Despite the pandemic, the majority of the 27 EU countries experienced “strong growth in house prices”, even in markets that were already overvalued, that is, where house price growth already exceeded – by far – the evolution of income. But at the end of last year, the rise in house prices began to slow down, as interest rates on housing loans increased and inflation began to put more pressure on families' disposable income.

Although “the overvaluation of housing prices began to decrease in many countries” throughout 2023, Brussels warns that so far these reductions are “limited”, with there even being real estate markets that continue to be overvalued, as is the case in Portugal.

“Housing prices are overvalued and continue to rise in Bulgaria, Spain, Latvia, Portugal and Slovenia. In these countries, the evolution of housing prices can be seen as a risk factor for a more pronounced future correction, if economic conditions deteriorate, with housing prices being strongly overvalued in Portugal”. Specifically, the EC chaired by Ursula von der Leyen estimates that house prices in Portugal will grow by 3.2% this year, slowing down to 3% in 2024.


In Portugal, “house prices continue to be a concern”, as they grew by more than 12% in 2022, having for years been experiencing higher increases than family incomes. As a result, house prices are estimated to be overvalued by 20-25%. Despite some moderation in recent quarters, “housing price growth continues in a context of strong demand, including from foreign investors, and a slowdown in the construction of new buildings”, says Brussels.

But there are more serious cases. In countries where housing is “significantly overvalued”, prices have recently fallen, as is the case in the Czech Republic, Luxembourg, the Netherlands and Sweden. Also in Belgium, Hungary, France and Austria, house prices remain overvalued and have recorded slight reductions. In the case of Ireland, house prices have been “rising significantly faster” than incomes since 2013, but have not yet started to adjust.

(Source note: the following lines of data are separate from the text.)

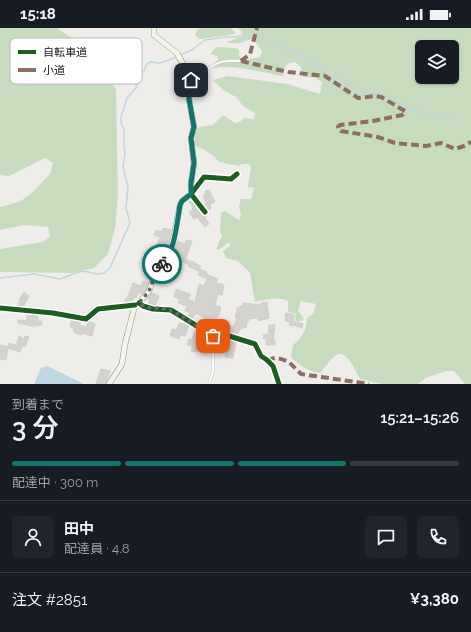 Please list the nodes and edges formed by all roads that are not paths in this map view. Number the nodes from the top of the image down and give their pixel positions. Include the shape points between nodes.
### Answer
1 (154, 28) edge
2 (241, 62) dead end
3 (191, 80) junction
4 (237, 174) dead end
5 (191, 194) junction
6 (204, 212) dead end
7 (137, 304) junction
8 (0, 308) edge
9 (213, 336) junction
10 (109, 384) edge
11 (209, 384) edge
12 (279, 384) edge

1 - 3 main road via 154,35 179,56
2 - 3 lane via 218,62
3 - 5 main road via 189,99 194,127 191,138 194,163
4 - 5 street via 231,179 204,177
5 - 6 street
5 - 7 main road via 180,205 167,258 157,269 149,291
7 - 8 street via 98,309 86,319
7 - 9 street via 153,309 171,310
7 - 10 main road via 122,364
9 - 11 lane via 213,372
9 - 12 street via 226,335 255,344 261,356 273,366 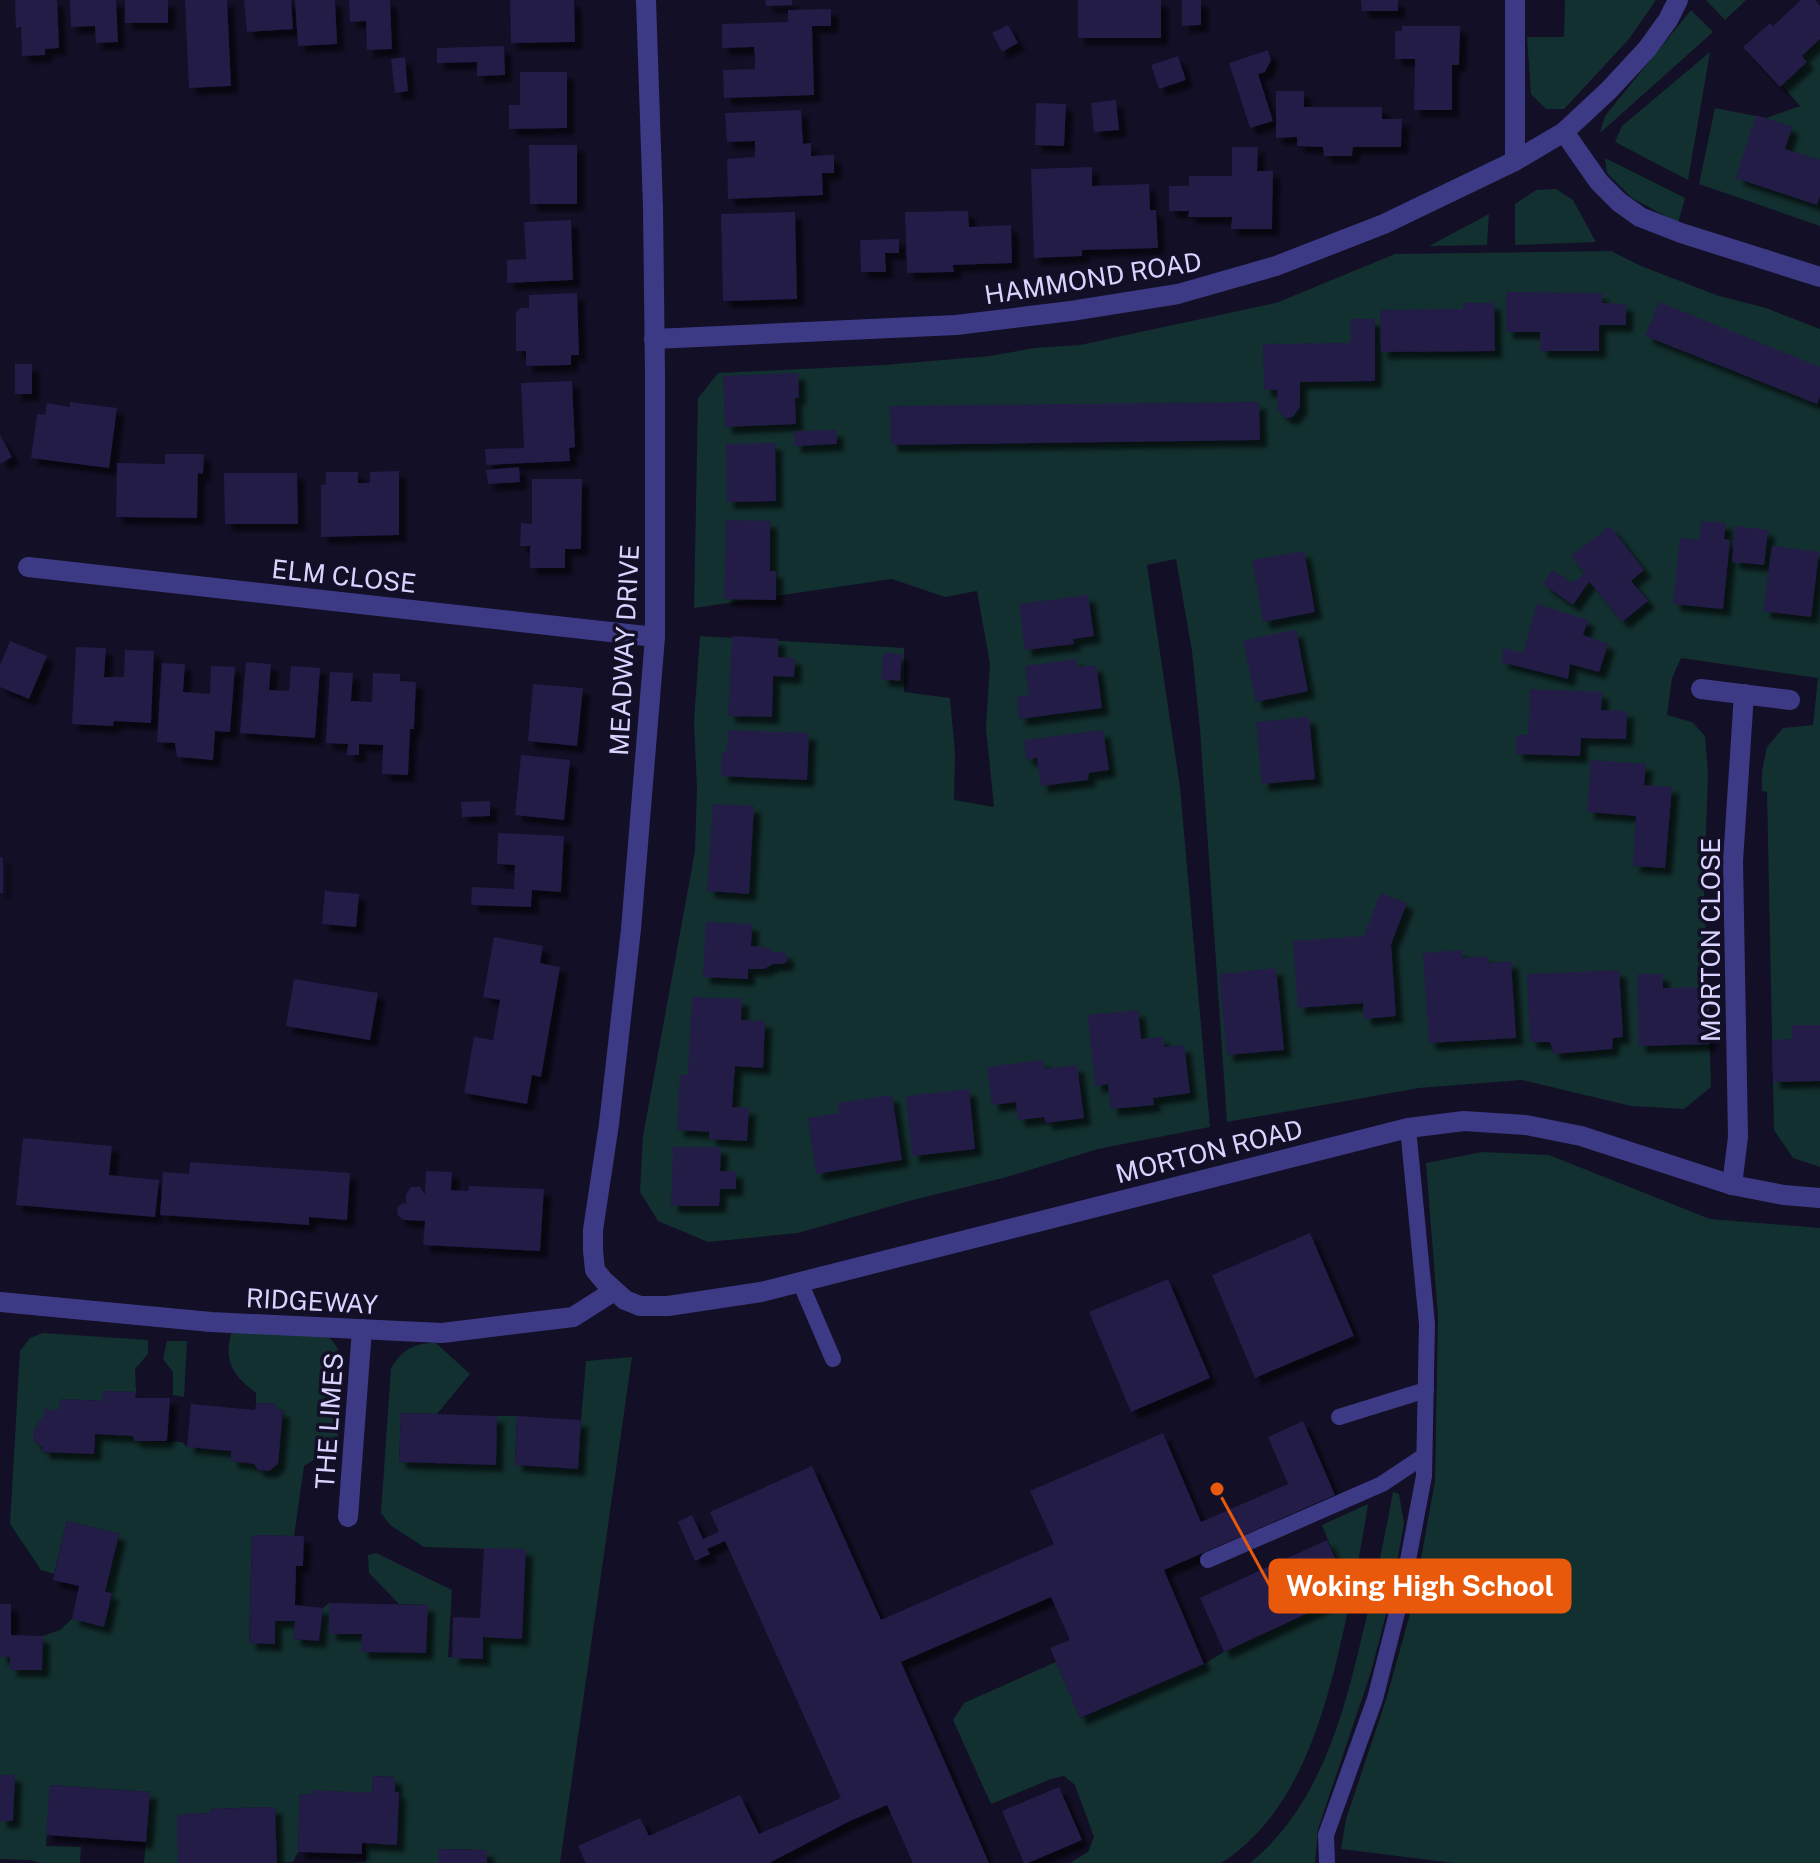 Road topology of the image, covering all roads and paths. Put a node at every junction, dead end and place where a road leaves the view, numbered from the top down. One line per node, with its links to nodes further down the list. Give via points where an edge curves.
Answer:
1 (646, 0): 7 (street, MEADWAY DRIVE)
2 (1515, 0): 5 (street)
3 (1678, 0): 4 (street, HAMMOND ROAD, via 1647,49)
4 (1564, 132): 5 (street, HAMMOND ROAD); 6 (street, via 1599,182 1640,217)
5 (1515, 161): 7 (street, HAMMOND ROAD, via 1384,224 1233,280 1178,294 956,325)
6 (1820, 277)
7 (654, 339): 9 (street, MEADWAY DRIVE)
8 (28, 567): 9 (street, ELM CLOSE)
9 (655, 637): 17 (street, MEADWAY DRIVE, via 631,929 593,1230 595,1270)
10 (1701, 689): 11 (street)
11 (1744, 694): 12 (street); 14 (street, MORTON CLOSE, via 1733,861 1738,1137)
12 (1790, 700)
13 (1408, 1128): 14 (street, MORTON ROAD, via 1464,1121 1526,1125 1581,1136); 16 (street, MORTON ROAD); 21 (lane, via 1427,1324)
14 (1732, 1185): 15 (street, MORTON ROAD)
15 (1820, 1198)
16 (800, 1282): 17 (street, MORTON ROAD, via 655,1307 640,1306); 20 (lane)
17 (614, 1291): 19 (street, RIDGEWAY, via 573,1317 442,1333)
18 (0, 1302): 19 (street, RIDGEWAY, via 211,1322)
19 (362, 1329): 24 (street, THE LIMES)
20 (833, 1359)
21 (1426, 1390): 22 (lane); 23 (lane)
22 (1339, 1417)
23 (1424, 1456): 25 (lane, via 1388,1481); 26 (lane, via 1401,1597 1375,1699 1326,1835)
24 (348, 1517)
25 (1208, 1560)
26 (1327, 1863)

“In Denmark, Germany and Slovakia, prices are also falling, but the overvaluation is less significant and has been almost completely corrected in Denmark”. And the EC warns that “the evolution of the real estate market poses risks to the global economy in these countries”.

“Sharp correction”

Because of this Brussels estimates that there will be a “new correction in housing prices, especially in countries where sustained price increases were associated with low interest rates”. And the current moderation or correction in prices is expected to continue, since “interest rates on housing loans are expected to remain high and real estate markets have not yet fully adjusted to the restrictions faced by (new) borrowers”, they explain.

Still, the commission led by Ursula von der Leyen believes that the “sharp correction” in housing prices will be “unlikely "There are significant repercussions" in other sectors, such as construction, in most Member States, although they admit that “some economic effects” may be felt.

Compared to the global financial crisis, “the risks to the economy arising from a strong downward adjustment in housing prices are somewhat mitigated by their lesser weight in the economy and by macroprudential measures that limited the pace of growth in housing credit in the last decade in most countries”, explains in the report.